Orijinal malzemeye aktif bir bağlantının yerleştirilmesi koşuluyla site malzemelerinin yeniden basılmasına izin verilir.

Telif Hakkı © 2008 Blizzard. Tüm hakları saklıdır ve yasalarla korunmaktadır.

Kan dolaşımı çevrelerindeki kan hareketinin düzenliliği Harvey (1628) tarafından keşfedildi. Daha sonra, kan damarlarının fizyolojisi ve anatomisi doktrini, organlara genel ve bölgesel kan temini mekanizmasını ortaya koyan çok sayıda veri ile zenginleştirildi.

Dört odacıklı bir kalbe sahip goblin hayvanlarında ve insanlarda, kan dolaşımının büyük, küçük ve kardiyak halkaları vardır (Şek. 367). Kalp dolaşımda merkezi bir rol oynar.

367. Kan dolaşımı şeması (Kishsh'e göre, Sentagotai).

1 - toplam şahdamarı;
2 - aort kemeri;
3 - pulmoner arter;
4 - pulmoner damar;
5 - sol ventrikül;
6 - sağ ventrikül;
7 - çölyak gövdesi;
8 - üst mezenterik arter;
9 - alt mezenterik arter;
10 - alt vena kava;
11 - aort;
12 - ortak iliak arter;
13 - ortak iliak ven;
14 - femoral damar. 15 - portal damar;
16 - hepatik damarlar;
17 - subklavyen damar;
18 - üstün vena kava;
19 - iç boyun damarı.

Küçük kan dolaşımı çemberi (pulmoner)

Sağ atriyoventriküler açıklıktan sağ atriyumdan gelen venöz kan, kasılarak kanı pulmoner gövdeye iten sağ ventriküle geçer. Akciğerlere giren sağ ve sol pulmoner arterlere ayrılır. İÇİNDE Akciğer dokusu pulmoner arterler, her bir alveolü çevreleyen kılcal damarlara ayrılır. Eritrositler karbondioksit salıp oksijenle zenginleştirdikten sonra venöz kan arteriyel kana dönüşür. Arteriyel kan dört pulmoner damardan (her akciğerde iki damar) sol atriyuma akar, ardından sol atriyoventriküler açıklıktan sol ventriküle geçer. Sistemik dolaşım sol ventrikülden başlar.

sistemik dolaşım

Kasılması sırasında sol ventrikülden arteriyel kan aorta atılır.
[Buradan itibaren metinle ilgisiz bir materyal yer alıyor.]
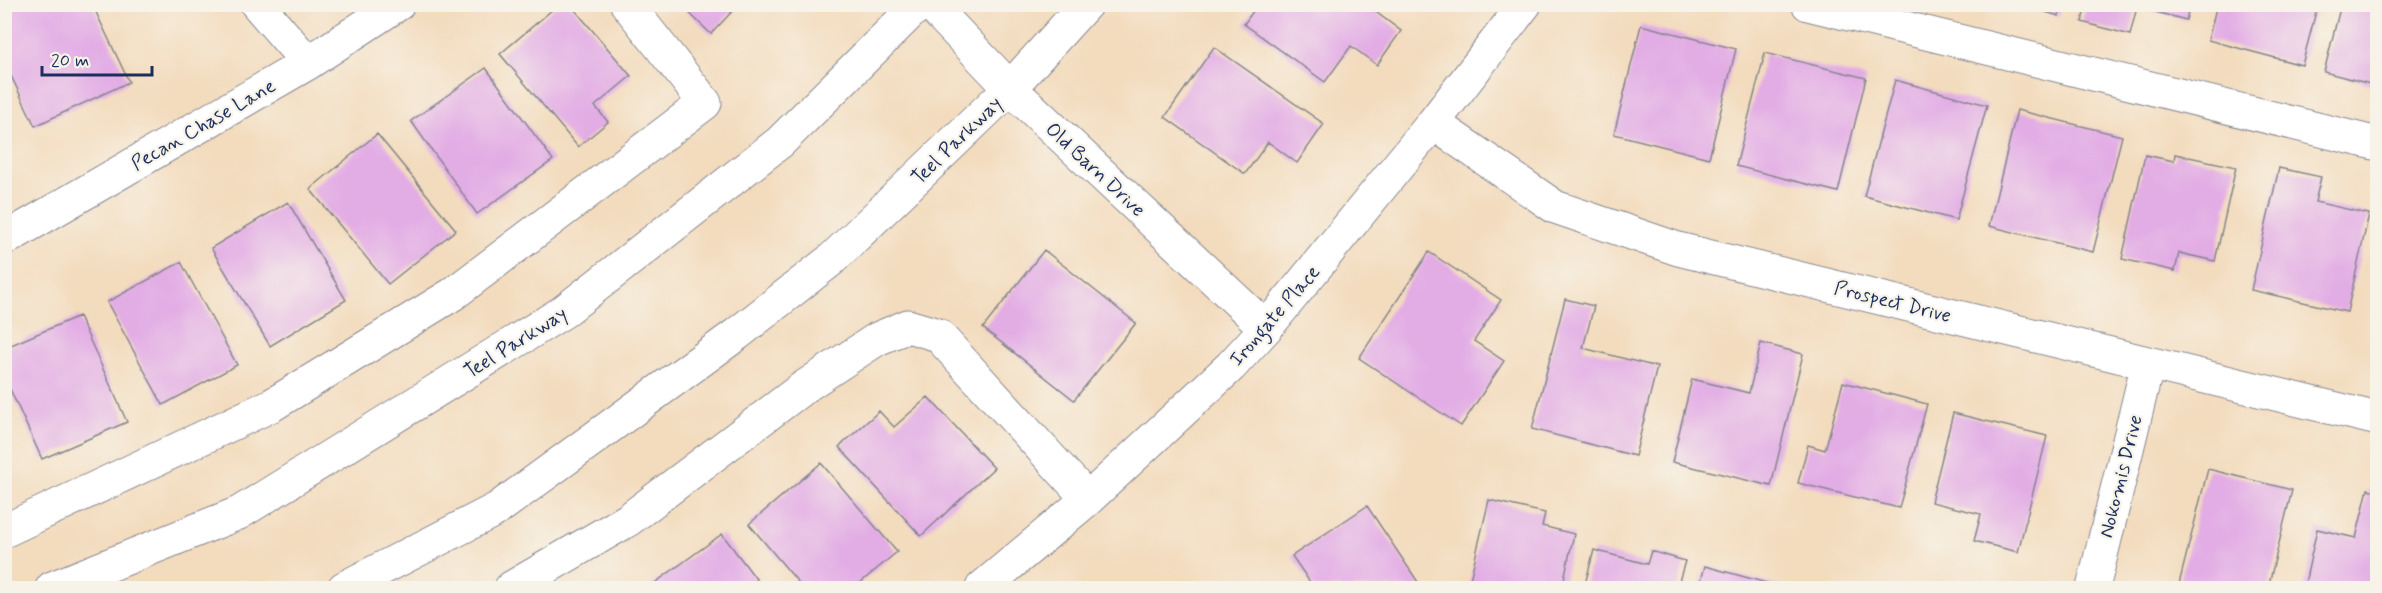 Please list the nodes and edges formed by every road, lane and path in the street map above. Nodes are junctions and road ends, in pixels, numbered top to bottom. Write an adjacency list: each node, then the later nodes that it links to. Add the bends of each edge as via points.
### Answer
1 (257, 4): 9 (street)
2 (398, 4): 9 (street, Pecan Chase Lane)
3 (627, 4): 18 (street, via 705,103 433,307 272,405)
4 (919, 4): 19 (street, Teel Parkway, via 780,142 563,312 239,513)
5 (930, 4): 10 (street, Old Barn Drive)
6 (1086, 4): 10 (street, Teel Parkway)
7 (1525, 4): 11 (street, Irongate Place)
8 (1808, 4): 12 (street)
9 (308, 63): 13 (street, Pecan Chase Lane)
10 (1010, 88): 14 (street, Old Barn Drive); 20 (street, Teel Parkway, via 831,260 737,334 497,509)
11 (1433, 123): 14 (street, Irongate Place); 15 (street, Prospect Drive, via 1555,207 1666,245)
12 (2378, 144)
13 (4, 238)
14 (1266, 328): 17 (street, Irongate Place, via 1231,366)
15 (2148, 363): 16 (street, Prospect Drive); 23 (street, Nokomis Drive)
16 (2378, 419)
17 (1088, 499): 21 (street, via 938,335 908,326 878,339 804,387 628,520); 22 (street, Irongate Place)
18 (4, 531)
19 (52, 588)
20 (344, 588)
21 (511, 588)
22 (982, 588)
23 (2093, 588)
Aort, uzuvlara, gövdeye ve gövdeye kan sağlayan arterlere ayrılır. tüm iç organlar ve kılcal damarlarda son bulur. Kandan kılcal damarlardan dokulara besinler, su, tuzlar ve oksijen salınır, metabolik ürünler ve karbondioksit emilir. Kılcal damarlar, üst ve alt vena kavanın köklerini temsil eden venöz vasküler sistemin başladığı venüllerde toplanır. Bu damarlardan venöz kan, sistemik dolaşımın sona erdiği sağ atriyuma girer.

kalp dolaşımı

Bu kan dolaşımı döngüsü, kanın kalbin tüm katmanlarına ve bölümlerine girdiği iki koroner kalp arteri ile aorttan başlar ve daha sonra küçük damarlar yoluyla venöz koroner sinüse toplanır. Ağzı geniş olan bu damar sağ atriyuma açılır. Kalp duvarındaki küçük damarların bir kısmı doğrudan kalbin sağ atriyum ve ventrikül boşluğuna açılır.